What to work on - Make an exact copy of every entry below, with the pictures left out.

Collected data entries -

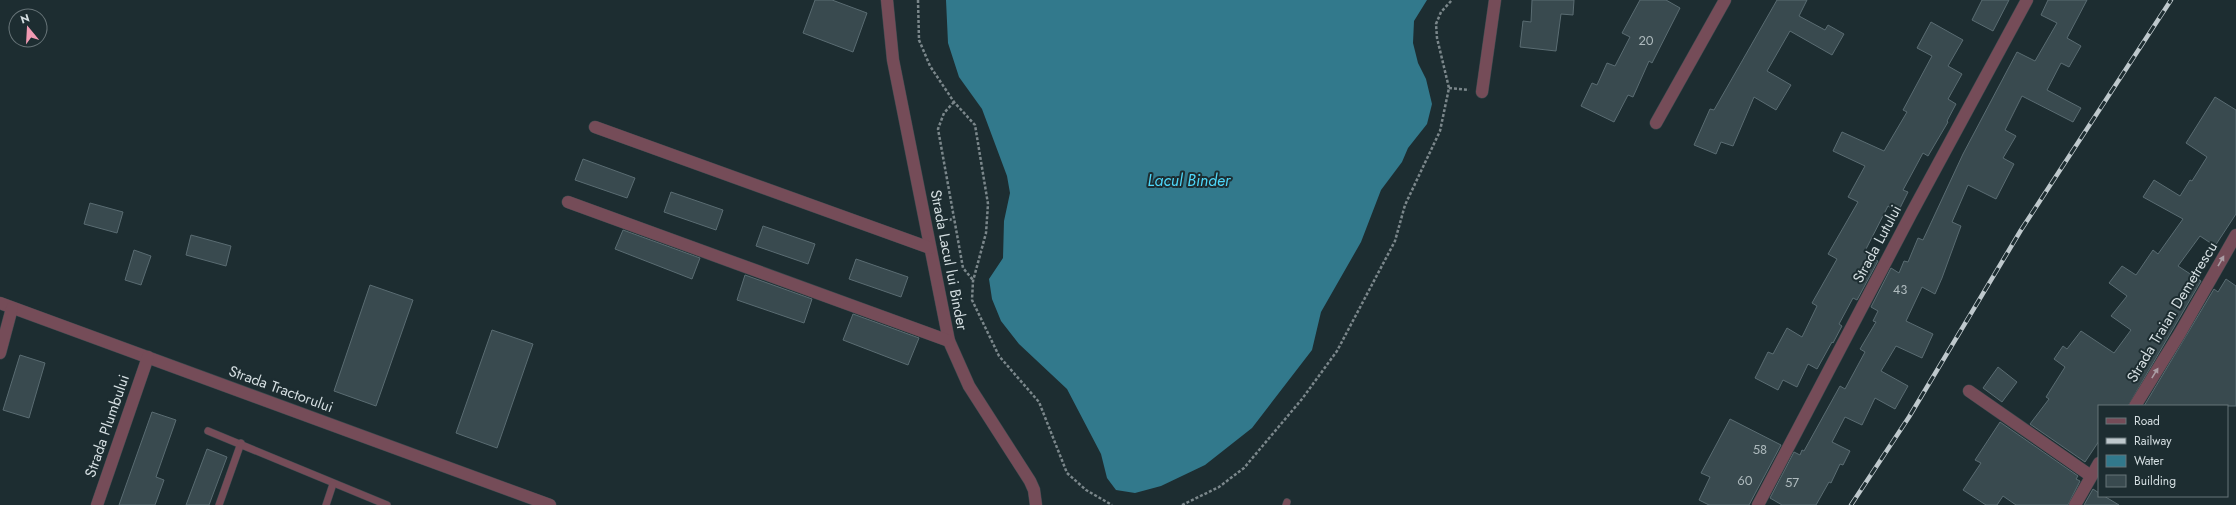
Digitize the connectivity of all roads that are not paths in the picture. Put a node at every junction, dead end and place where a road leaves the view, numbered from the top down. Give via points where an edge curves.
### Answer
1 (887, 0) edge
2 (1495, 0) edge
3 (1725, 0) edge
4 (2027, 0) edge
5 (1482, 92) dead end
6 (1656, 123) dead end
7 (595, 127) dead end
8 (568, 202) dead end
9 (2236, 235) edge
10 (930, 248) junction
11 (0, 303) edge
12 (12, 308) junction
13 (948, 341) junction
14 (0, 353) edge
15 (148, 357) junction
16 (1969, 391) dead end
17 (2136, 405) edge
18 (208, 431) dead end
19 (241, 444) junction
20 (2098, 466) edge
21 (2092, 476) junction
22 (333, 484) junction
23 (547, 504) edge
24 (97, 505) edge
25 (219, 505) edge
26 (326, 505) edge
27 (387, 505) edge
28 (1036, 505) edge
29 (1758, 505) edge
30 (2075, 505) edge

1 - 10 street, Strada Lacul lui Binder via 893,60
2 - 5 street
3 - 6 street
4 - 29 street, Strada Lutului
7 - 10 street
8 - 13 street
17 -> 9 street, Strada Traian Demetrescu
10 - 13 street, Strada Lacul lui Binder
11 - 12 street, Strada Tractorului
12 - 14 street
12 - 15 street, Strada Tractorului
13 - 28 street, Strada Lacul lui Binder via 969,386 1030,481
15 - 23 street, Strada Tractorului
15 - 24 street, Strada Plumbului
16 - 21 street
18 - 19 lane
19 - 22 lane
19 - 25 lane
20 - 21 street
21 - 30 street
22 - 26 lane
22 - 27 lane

Exercise response -
Digitize the connectivity of all roads that are not paths in the picture. Put a node at every junction, dead end and place where a road leaves the view, numbered from the top down. Give via points where an edge curves.
### Answer
1 (887, 0) edge
2 (1495, 0) edge
3 (1725, 0) edge
4 (2027, 0) edge
5 (1482, 92) dead end
6 (1656, 123) dead end
7 (595, 127) dead end
8 (568, 202) dead end
9 (2236, 235) edge
10 (930, 248) junction
11 (0, 303) edge
12 (12, 308) junction
13 (948, 341) junction
14 (0, 353) edge
15 (148, 357) junction
16 (1969, 391) dead end
17 (2136, 405) edge
18 (208, 431) dead end
19 (241, 444) junction
20 (2098, 466) edge
21 (2092, 476) junction
22 (333, 484) junction
23 (547, 504) edge
24 (97, 505) edge
25 (219, 505) edge
26 (326, 505) edge
27 (387, 505) edge
28 (1036, 505) edge
29 (1758, 505) edge
30 (2075, 505) edge

1 - 10 street, Strada Lacul lui Binder via 893,60
2 - 5 street
3 - 6 street
4 - 29 street, Strada Lutului
7 - 10 street
8 - 13 street
17 -> 9 street, Strada Traian Demetrescu
10 - 13 street, Strada Lacul lui Binder
11 - 12 street, Strada Tractorului
12 - 14 street
12 - 15 street, Strada Tractorului
13 - 28 street, Strada Lacul lui Binder via 969,386 1030,481
15 - 23 street, Strada Tractorului
15 - 24 street, Strada Plumbului
16 - 21 street
18 - 19 lane
19 - 22 lane
19 - 25 lane
20 - 21 street
21 - 30 street
22 - 26 lane
22 - 27 lane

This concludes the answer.